PROBLEM: Below are some records. Repeat exactly the lines from the one containing "I need the junctions" through the final line.

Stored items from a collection

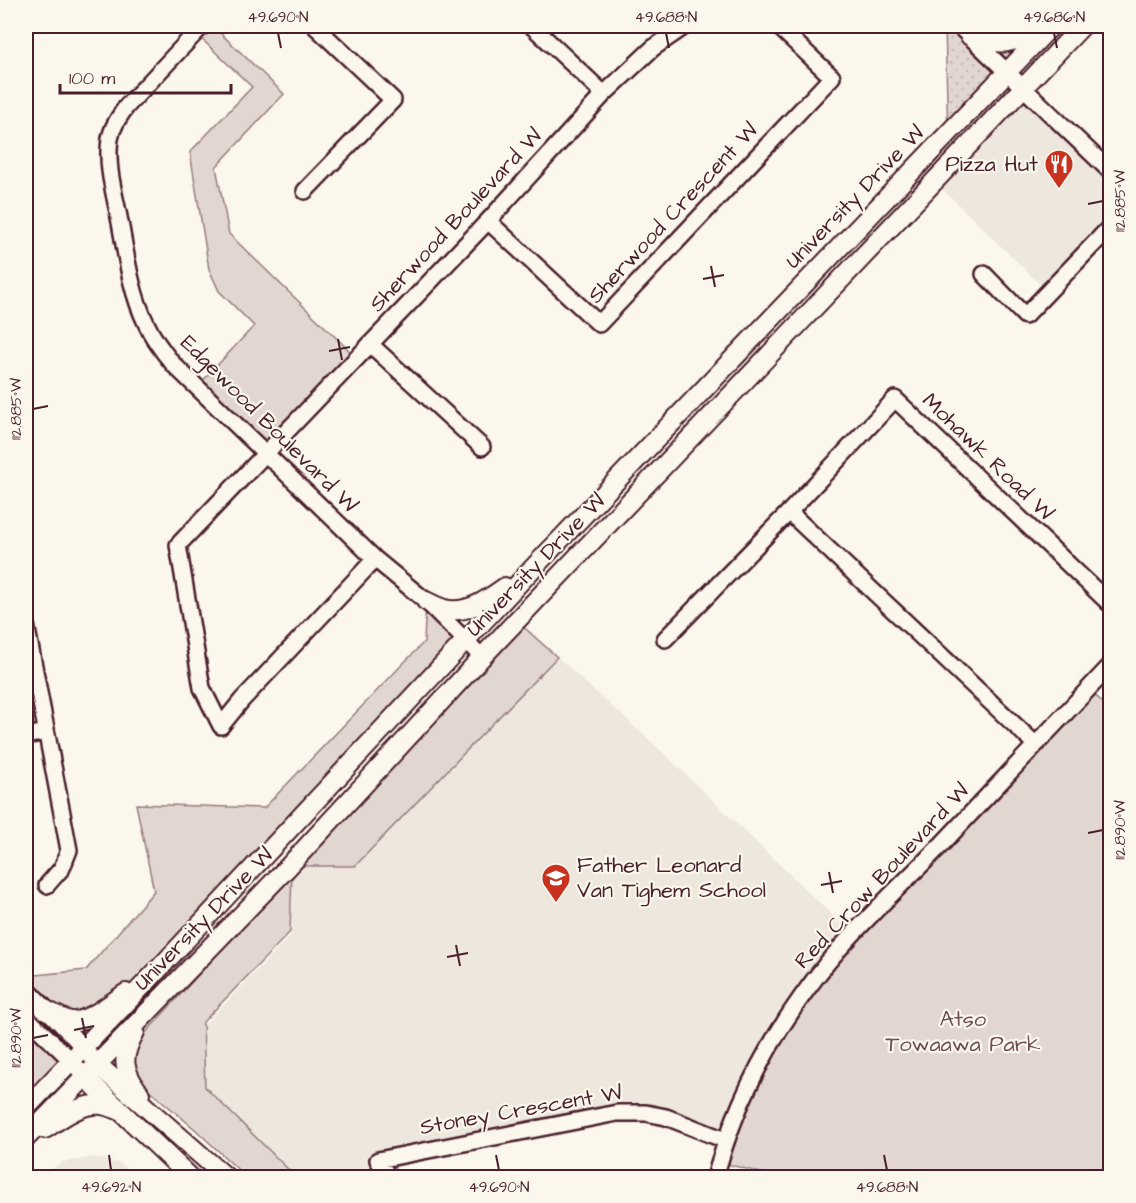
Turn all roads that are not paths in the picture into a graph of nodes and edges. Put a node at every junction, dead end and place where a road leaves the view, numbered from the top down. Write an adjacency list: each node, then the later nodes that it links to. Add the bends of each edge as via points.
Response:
1 (315, 26): 14 (street, via 393,100)
2 (532, 26): 12 (street)
3 (685, 26): 12 (street, Sherwood Boulevard W, via 653,48)
4 (778, 26): 15 (street, Sherwood Crescent W, via 832,77 599,324)
5 (1040, 26): 9 (main road, via 1005,43 993,43)
6 (1051, 26): 10 (main road, University Drive W)
7 (1082, 26): 11 (main road, University Drive W)
8 (195, 28): 20 (street, Edgewood Boulevard W, via 116,121 110,138 112,182 130,278 146,324 174,365)
9 (964, 31): 10 (street)
10 (1008, 72): 11 (street); 23 (main road, University Drive W)
11 (1024, 87): 13 (street); 29 (main road, University Drive W)
12 (604, 94): 15 (street, Sherwood Boulevard W)
13 (1110, 171)
14 (305, 190)
15 (488, 221): 18 (street, Sherwood Boulevard W)
16 (1110, 227): 17 (street, via 1025,316)
17 (984, 274)
18 (370, 344): 19 (street); 20 (street, Sherwood Boulevard W)
19 (482, 447)
20 (265, 453): 22 (street, Edgewood Boulevard W); 22 (street, Sherwood Boulevard W, via 178,545 202,688 221,726)
21 (789, 512): 25 (street, Mohawk Road W, via 895,399); 27 (street, Mohawk Road W); 33 (street)
22 (375, 559): 24 (street, Edgewood Boulevard W)
23 (534, 567): 24 (main road, via 468,609 446,609); 28 (main road, University Drive W)
24 (426, 601): 28 (street, Edgewood Boulevard W)
25 (1110, 604)
26 (26, 624): 31 (street)
27 (665, 639)
28 (465, 640): 29 (street, Edgewood Boulevard W); 35 (main road, University Drive W)
29 (482, 657): 38 (main road, University Drive W)
30 (1110, 666): 33 (street, Red Crow Boulevard W)
31 (46, 732): 32 (street); 34 (street, via 69,850 62,868)
32 (26, 736)
33 (1035, 744): 46 (street, Red Crow Boulevard W, via 829,962 764,1056)
34 (47, 885)
35 (153, 975): 37 (main road, via 82,1020 71,1021); 40 (main road, University Drive W)
36 (26, 988): 37 (street)
37 (44, 1009): 40 (street)
38 (146, 1014): 41 (main road, University Drive W); 44 (main road, via 131,1040 125,1066 141,1096)
39 (26, 1017): 40 (street)
40 (77, 1054): 41 (street); 42 (main road, University Drive W)
41 (91, 1070): 43 (main road); 44 (main road); 45 (main road, University Drive W)
42 (26, 1108)
43 (122, 1111): 45 (main road, via 103,1105 80,1108); 47 (main road)
44 (174, 1131): 48 (main road)
45 (26, 1140)
46 (725, 1140): 49 (street, Stoney Crescent W, via 666,1117 617,1113 378,1160); 50 (street, Red Crow Boulevard W)
47 (191, 1178)
48 (227, 1178)
49 (389, 1178)
50 (715, 1178)

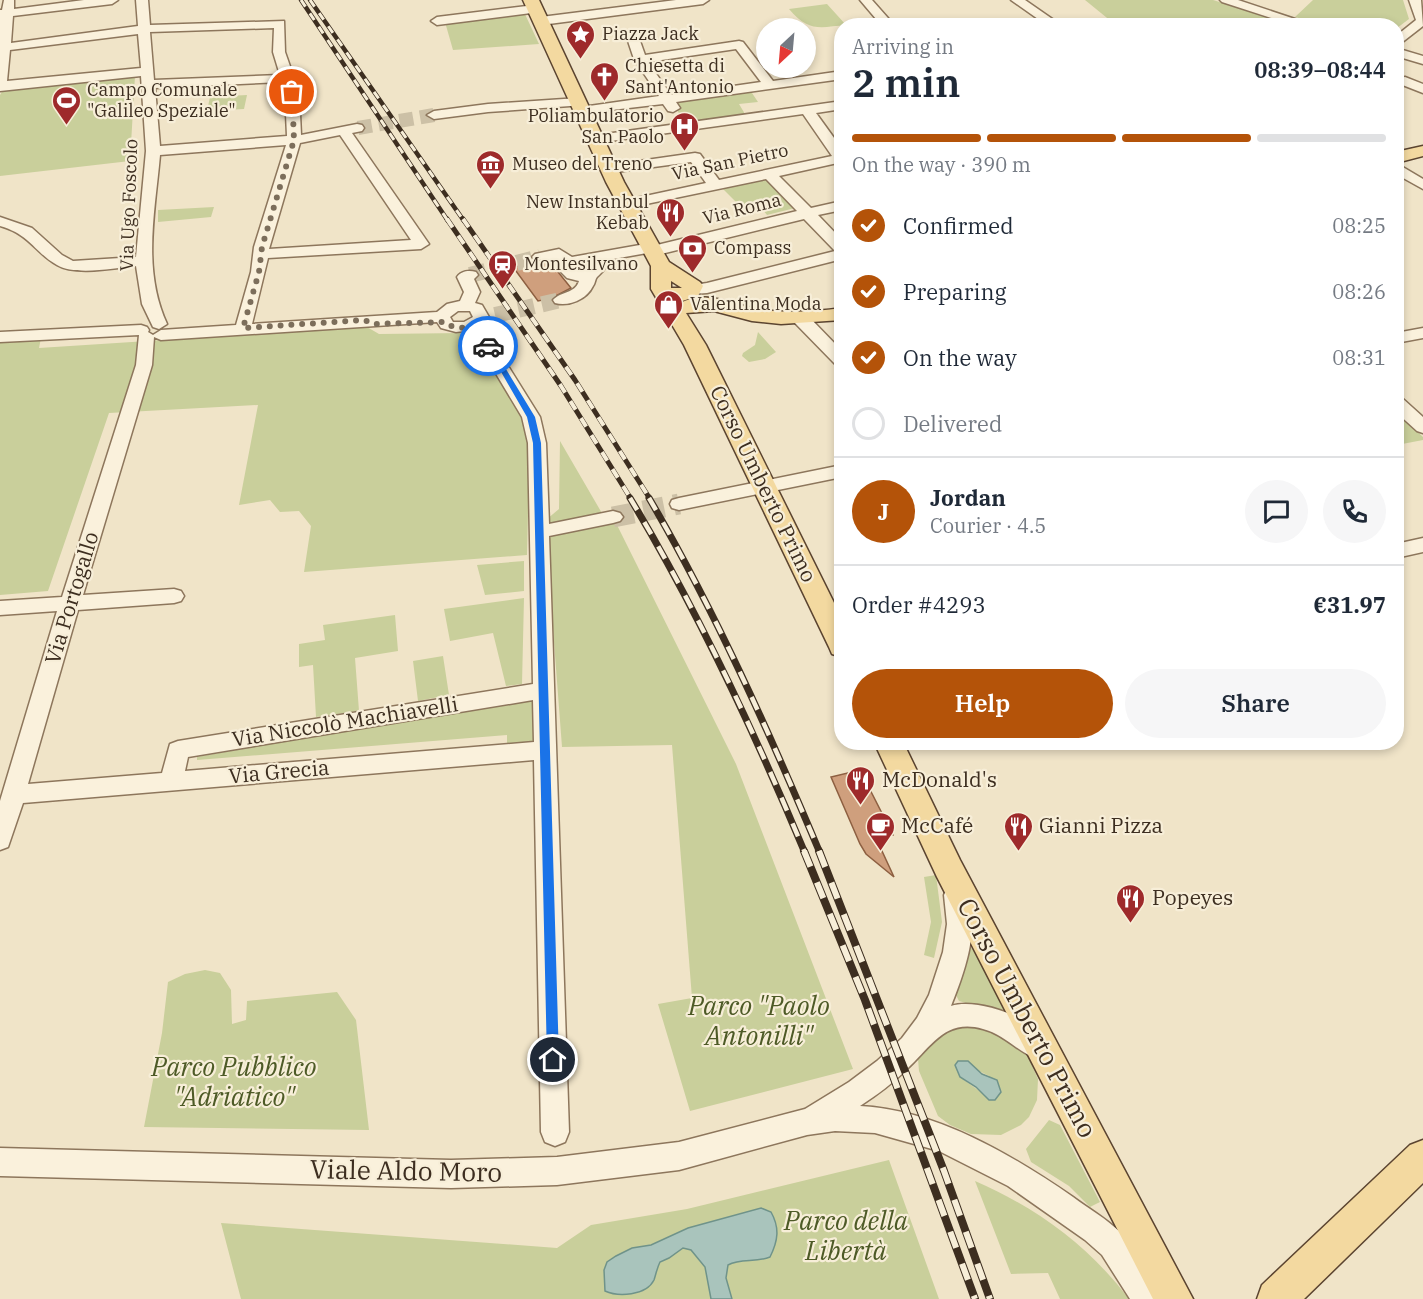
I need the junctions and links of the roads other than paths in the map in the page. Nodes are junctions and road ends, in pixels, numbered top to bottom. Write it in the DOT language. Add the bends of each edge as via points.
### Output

TASK OUTPUT:
I need the junctions and links of the roads other than paths in the map in the page. Nodes are junctions and road ends, in pixels, numbered top to bottom. Write it in the DOT language. Add the bends of each edge as via points.
### Output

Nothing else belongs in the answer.